WORK TASK => Every line of the records must be repeated exactly; pictures stay out.

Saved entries

= Beginning of Section =

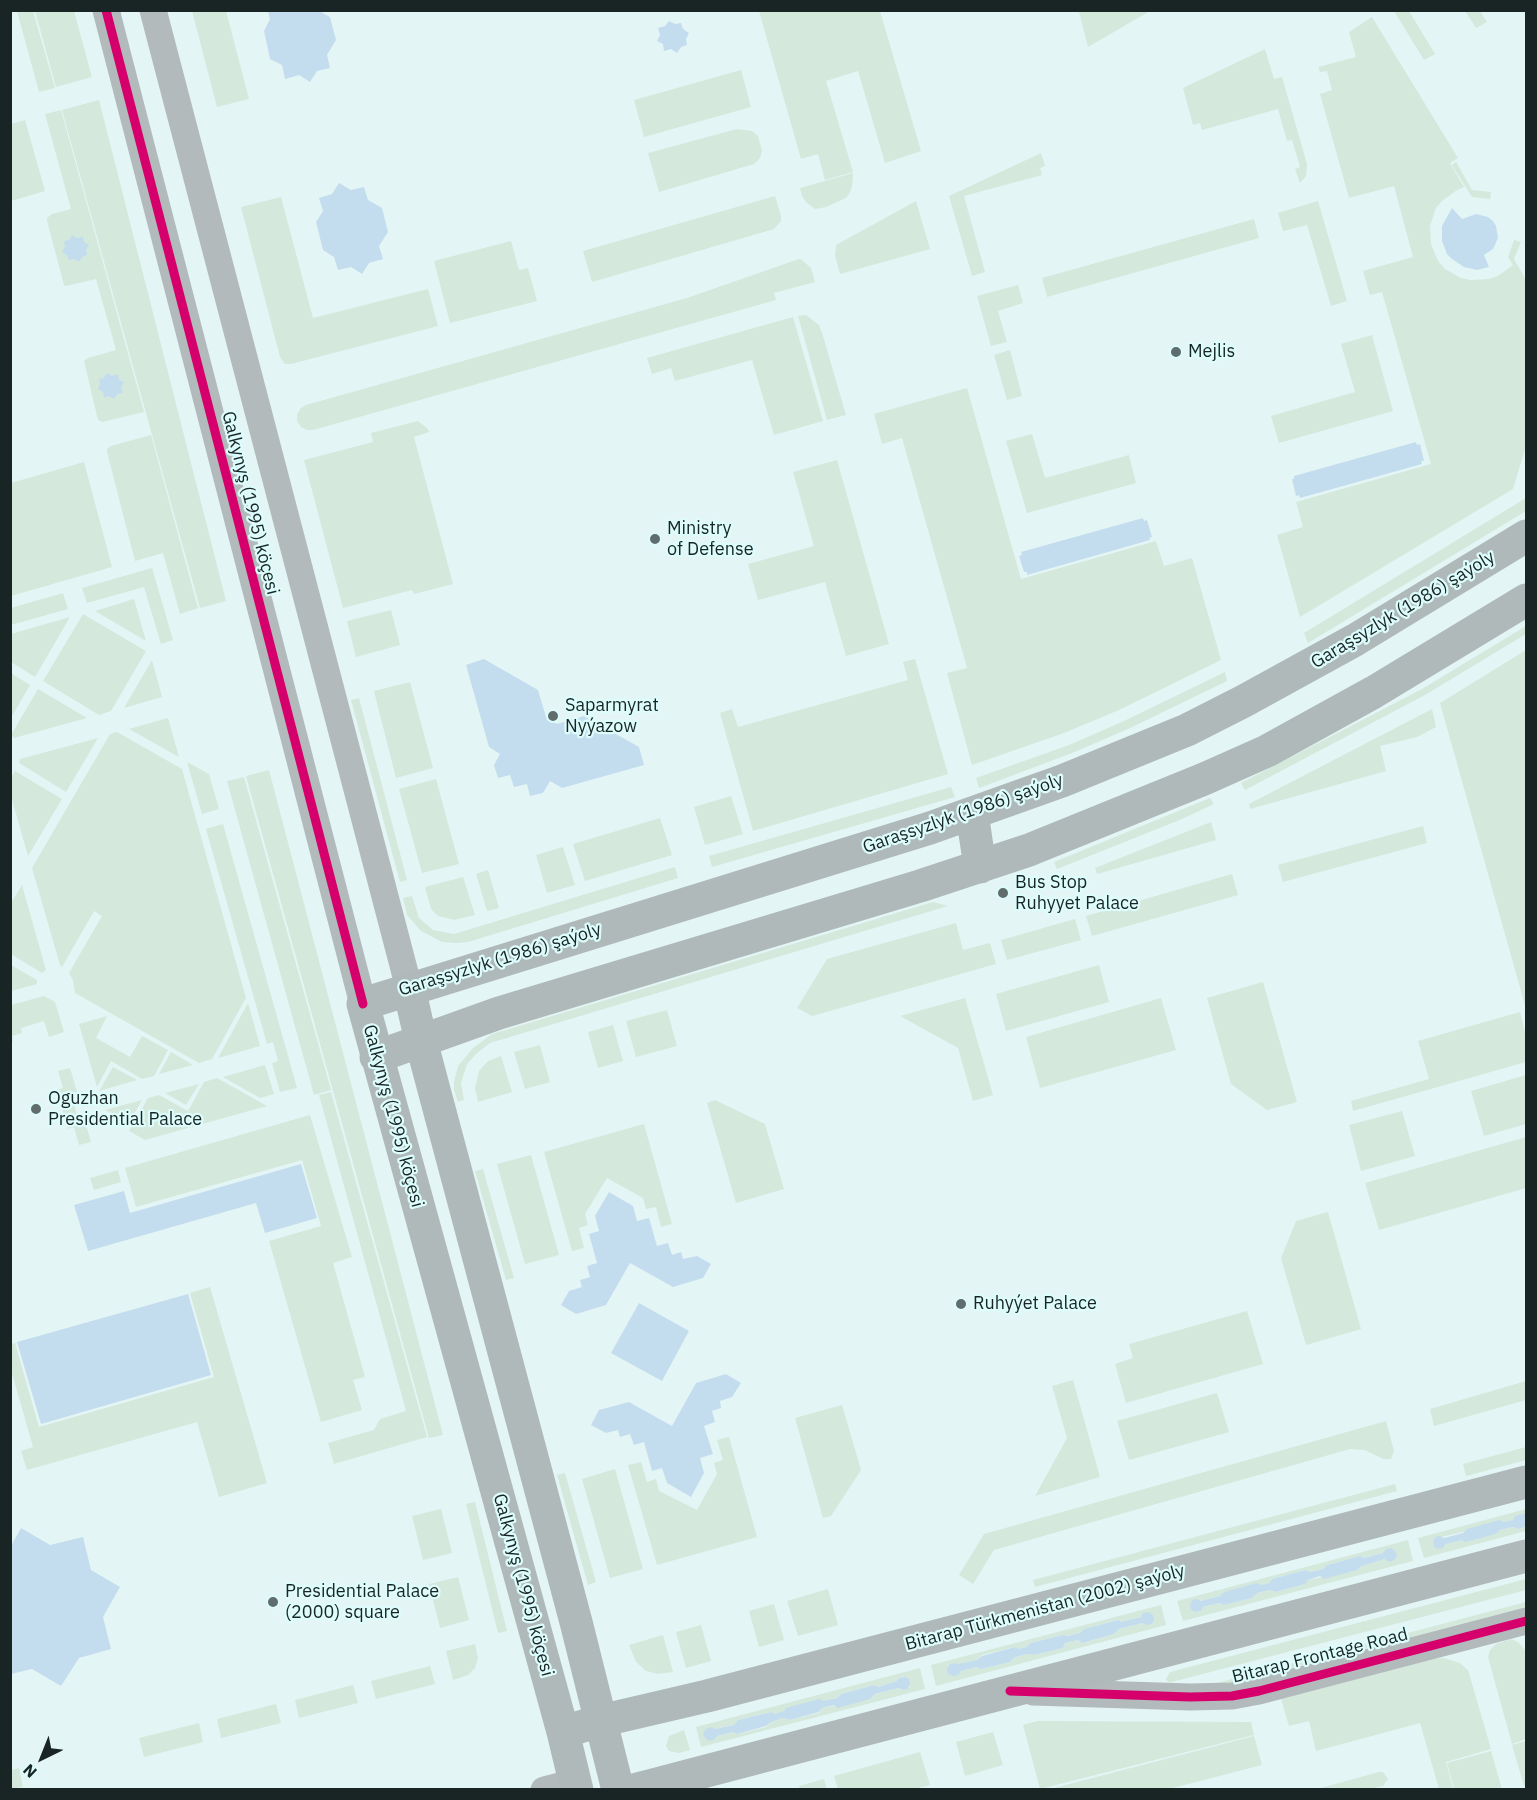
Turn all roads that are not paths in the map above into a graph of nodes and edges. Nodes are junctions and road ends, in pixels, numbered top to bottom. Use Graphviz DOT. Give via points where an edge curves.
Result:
graph roads {
  1 [pos="106,10"];
  2 [pos="153,10"];
  3 [pos="1527,536"];
  4 [pos="1527,600"];
  5 [pos="1203,722"];
  6 [pos="1225,770"];
  7 [pos="972,813"];
  8 [pos="980,867"];
  9 [pos="720,892"];
  10 [pos="734,941"];
  11 [pos="409,988"];
  12 [pos="363,1004"];
  13 [pos="422,1041"];
  14 [pos="376,1057"];
  15 [pos="1527,1482"];
  16 [pos="1527,1556"];
  17 [pos="1527,1621"];
  18 [pos="1010,1691"];
  19 [pos="600,1721"];
  20 [pos="563,1731"];
  21 [pos="576,1786"];
  22 [pos="544,1790"];
  23 [pos="618,1790"];
  24 [pos="634,1790"];
  1 -- 12 [label="street, Galkynyş (1995) köçesi"];
  2 -- 11 [label="street, Galkynyş (1995) köçesi"];
  3 -- 5 [label="main road, Garaşsyzlyk (1986) şaýoly" via="1356,640"];
  4 -- 6 [label="main road" via="1364,697"];
  5 -- 6 [label="main road"];
  5 -- 7 [label="main road, Garaşsyzlyk (1986) şaýoly" via="1062,782"];
  6 -- 8 [label="main road"];
  7 -- 8 [label="main road"];
  7 -- 9 [label="main road, Garaşsyzlyk (1986) şaýoly"];
  8 -- 10 [label="main road"];
  9 -- 10 [label="main road"];
  9 -- 11 [label="main road, Garaşsyzlyk (1986) şaýoly"];
  10 -- 13 [label="main road" via="499,1013"];
  11 -- 12 [label="main road, Garaşsyzlyk (1986) şaýoly"];
  11 -- 13 [label="main road, Galkynyş (1995) köçesi"];
  12 -- 14 [label="main road, Galkynyş (1995) köçesi"];
  13 -- 14 [label="main road"];
  13 -- 19 [label="main road, Galkynyş (1995) köçesi"];
  14 -- 20 [label="main road, Galkynyş (1995) köçesi"];
  15 -- 19 [label="main road, Bitarap Türkmenistan (2002) şaýoly"];
  16 -- 18 [label="main road"];
  17 -- 18 [label="street, Bitarap Frontage Road" via="1232,1696"];
  18 -- 24 [label="main road"];
  19 -- 20 [label="main road, Bitarap Türkmenistan (2002) şaýoly"];
  19 -- 23 [label="main road, Galkynyş (1995) köçesi"];
  20 -- 21 [label="main road, Galkynyş (1995) köçesi"];
  21 -- 22 [label="street"];
}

= End of Section =

COMPLETED EXERCISE =>
Turn all roads that are not paths in the map above into a graph of nodes and edges. Nodes are junctions and road ends, in pixels, numbered top to bottom. Use Graphviz DOT. Give via points where an edge curves.
Result:
graph roads {
  1 [pos="106,10"];
  2 [pos="153,10"];
  3 [pos="1527,536"];
  4 [pos="1527,600"];
  5 [pos="1203,722"];
  6 [pos="1225,770"];
  7 [pos="972,813"];
  8 [pos="980,867"];
  9 [pos="720,892"];
  10 [pos="734,941"];
  11 [pos="409,988"];
  12 [pos="363,1004"];
  13 [pos="422,1041"];
  14 [pos="376,1057"];
  15 [pos="1527,1482"];
  16 [pos="1527,1556"];
  17 [pos="1527,1621"];
  18 [pos="1010,1691"];
  19 [pos="600,1721"];
  20 [pos="563,1731"];
  21 [pos="576,1786"];
  22 [pos="544,1790"];
  23 [pos="618,1790"];
  24 [pos="634,1790"];
  1 -- 12 [label="street, Galkynyş (1995) köçesi"];
  2 -- 11 [label="street, Galkynyş (1995) köçesi"];
  3 -- 5 [label="main road, Garaşsyzlyk (1986) şaýoly" via="1356,640"];
  4 -- 6 [label="main road" via="1364,697"];
  5 -- 6 [label="main road"];
  5 -- 7 [label="main road, Garaşsyzlyk (1986) şaýoly" via="1062,782"];
  6 -- 8 [label="main road"];
  7 -- 8 [label="main road"];
  7 -- 9 [label="main road, Garaşsyzlyk (1986) şaýoly"];
  8 -- 10 [label="main road"];
  9 -- 10 [label="main road"];
  9 -- 11 [label="main road, Garaşsyzlyk (1986) şaýoly"];
  10 -- 13 [label="main road" via="499,1013"];
  11 -- 12 [label="main road, Garaşsyzlyk (1986) şaýoly"];
  11 -- 13 [label="main road, Galkynyş (1995) köçesi"];
  12 -- 14 [label="main road, Galkynyş (1995) köçesi"];
  13 -- 14 [label="main road"];
  13 -- 19 [label="main road, Galkynyş (1995) köçesi"];
  14 -- 20 [label="main road, Galkynyş (1995) köçesi"];
  15 -- 19 [label="main road, Bitarap Türkmenistan (2002) şaýoly"];
  16 -- 18 [label="main road"];
  17 -- 18 [label="street, Bitarap Frontage Road" via="1232,1696"];
  18 -- 24 [label="main road"];
  19 -- 20 [label="main road, Bitarap Türkmenistan (2002) şaýoly"];
  19 -- 23 [label="main road, Galkynyş (1995) köçesi"];
  20 -- 21 [label="main road, Galkynyş (1995) köçesi"];
  21 -- 22 [label="street"];
}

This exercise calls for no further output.